Start of DATA TO EXAMINE

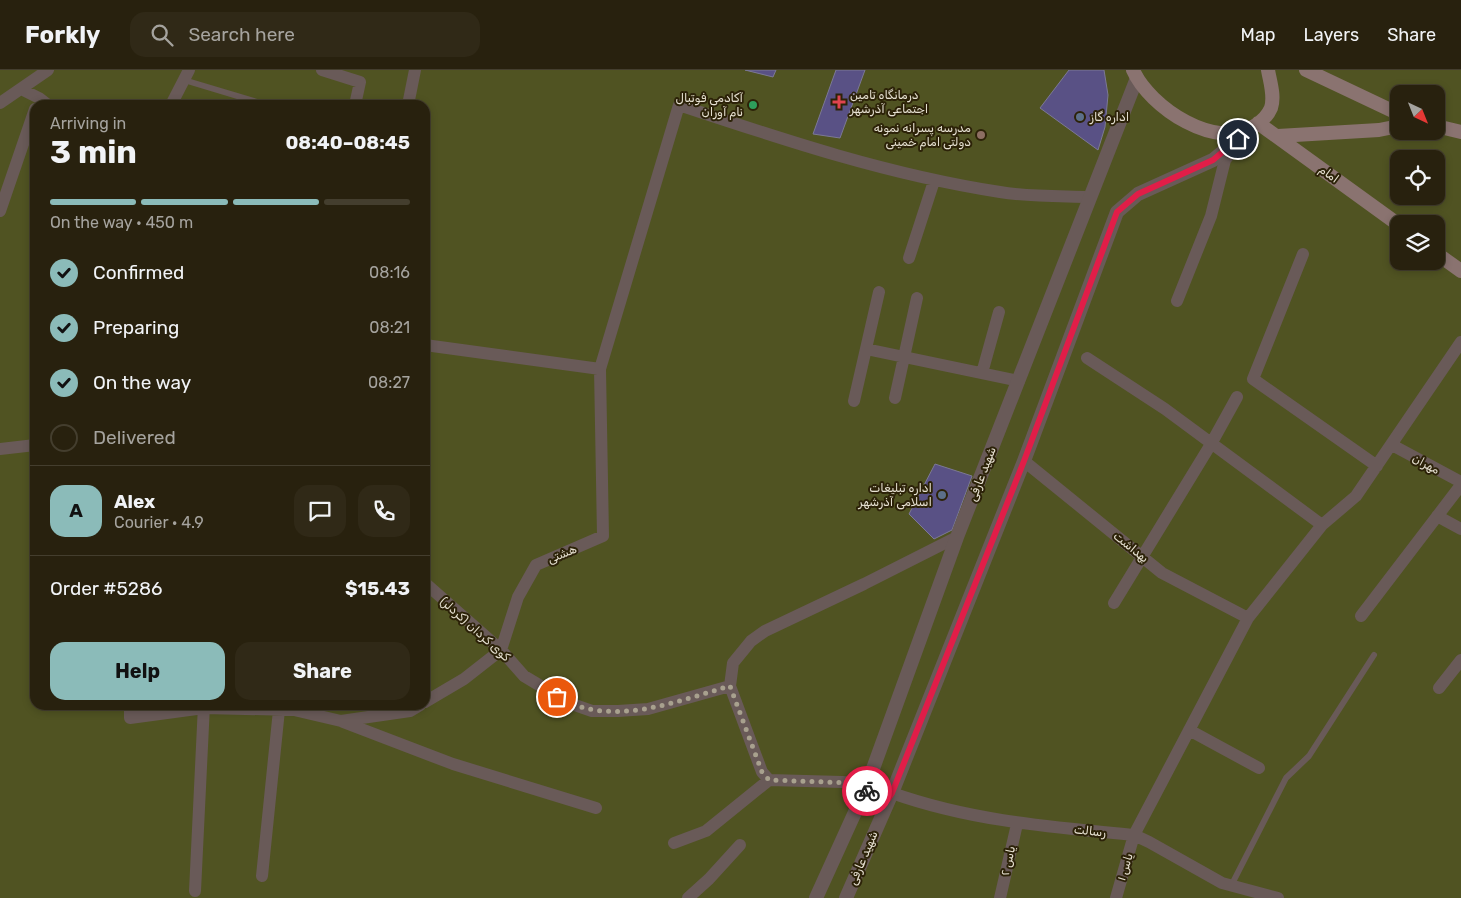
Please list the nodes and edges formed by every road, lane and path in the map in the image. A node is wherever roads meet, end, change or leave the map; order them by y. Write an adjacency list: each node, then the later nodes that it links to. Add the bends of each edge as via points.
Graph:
1 (48, 70): 8 (street)
2 (322, 70): 12 (street, via 360,82)
3 (415, 70): 13 (street)
4 (1268, 70): 16 (main road, via 1271,107)
5 (1306, 70): 15 (main road)
6 (1135, 74): 16 (main road, via 1157,102 1194,126 1236,133); 23 (street, شهید عارفی)
7 (186, 75): 10 (street); 11 (lane)
8 (21, 89): 9 (street); 14 (street)
9 (35, 100)
10 (174, 100)
11 (253, 100)
12 (355, 100)
13 (409, 100)
14 (0, 103)
15 (1390, 110)
16 (1255, 126): 21 (main road, امام); 32 (street, via 1225,160 1211,216); 49 (street, شهید عارفی, via 1213,160 1138,194 1117,212)
17 (1390, 128): 21 (main road)
18 (1445, 128): 20 (main road)
19 (30, 131): 24 (street)
20 (1461, 132)
21 (1278, 136): 25 (main road, امام)
22 (934, 181): 23 (street, via 1002,192); 27 (street); 39 (street, via 783,140 679,104)
23 (1090, 197): 41 (street, شهید عارفی)
24 (0, 211)
25 (1390, 218)
26 (1303, 254): 50 (street, via 1253,378)
27 (909, 258)
28 (1445, 259): 29 (main road)
29 (1461, 271)
30 (879, 292): 36 (street)
31 (917, 298): 37 (street)
32 (1177, 300)
33 (999, 312): 40 (street)
34 (1461, 342): 47 (street, یاس ۱)
35 (430, 346): 39 (street)
36 (866, 348): 37 (street); 44 (street)
37 (903, 357): 40 (street); 43 (street)
38 (1087, 358): 45 (street, via 1165,408)
39 (600, 370): 61 (street, هشتی, via 604,536 536,565 518,597)
40 (982, 373): 41 (street)
41 (1019, 380): 55 (street, شهید عارفی)
42 (1238, 397): 45 (street)
43 (895, 398)
44 (854, 400)
45 (1211, 444): 53 (street); 56 (street)
46 (30, 446): 48 (street)
47 (1392, 446): 50 (street, یاس ۱); 51 (street, مهران)
48 (0, 449)
49 (1024, 461): 56 (street, بهداشت); 77 (street, شهید عارفی)
50 (1377, 466): 53 (street, یاس ۱, via 1356,496)
51 (1461, 483): 52 (street)
52 (1437, 516): 54 (street); 59 (street)
53 (1322, 525): 60 (street, یاس ۱)
54 (1461, 529)
55 (958, 537): 64 (street, via 765,631 751,641 733,663); 76 (street, شهید عارفی)
56 (1143, 557): 58 (street); 60 (street, بهداشت, via 1162,573)
57 (430, 587): 61 (street, کوی کردان (کردلر))
58 (1114, 604)
59 (1361, 616)
60 (1248, 618): 73 (street, یاس ۱)
61 (501, 650): 64 (street, کوی کردان (کردلر), via 524,676 569,703 592,711 648,709); 66 (street, via 464,679)
62 (1374, 655): 84 (lane, via 1309,756 1286,778)
63 (1461, 660): 65 (street)
64 (730, 686): 75 (street, via 762,772)
65 (1439, 688)
66 (430, 697)
67 (130, 710): 68 (street, via 130,718)
68 (184, 710)
69 (204, 710): 85 (street)
70 (279, 710): 72 (street, via 294,710); 83 (street)
71 (411, 710): 72 (street)
72 (341, 721): 78 (street, via 453,764)
73 (1189, 730): 74 (street); 80 (street, یاس ۱)
74 (1259, 768)
75 (769, 780): 76 (street); 81 (street, via 706,831)
76 (867, 784): 77 (street, via 870,796 876,800 884,801); 77 (street, via 876,775 885,775 892,781); 87 (street, شهید عارفی)
77 (891, 793): 79 (street, رسالت, via 925,804); 88 (street, شهید عارفی)
78 (596, 808)
79 (1017, 824): 80 (street, رسالت); 89 (street, یاس ۲)
80 (1134, 836): 84 (street, رسالت); 90 (street, یاس ۱)
81 (674, 843)
82 (740, 845): 86 (street)
83 (262, 876)
84 (1231, 886): 91 (street, رسالت)
85 (195, 891)
86 (688, 898)
87 (816, 898)
88 (846, 898)
89 (1000, 898)
90 (1116, 898)
91 (1278, 898)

End of DATA TO EXAMINE

→ **REQUIRED WORK**
After identifying the lines above that contain "کردان", copy each one.

→ **ANSWER BOX**
57 (430, 587): 61 (street, کوی کردان (کردلر))
61 (501, 650): 64 (street, کوی کردان (کردلر), via 524,676 569,703 592,711 648,709); 66 (street, via 464,679)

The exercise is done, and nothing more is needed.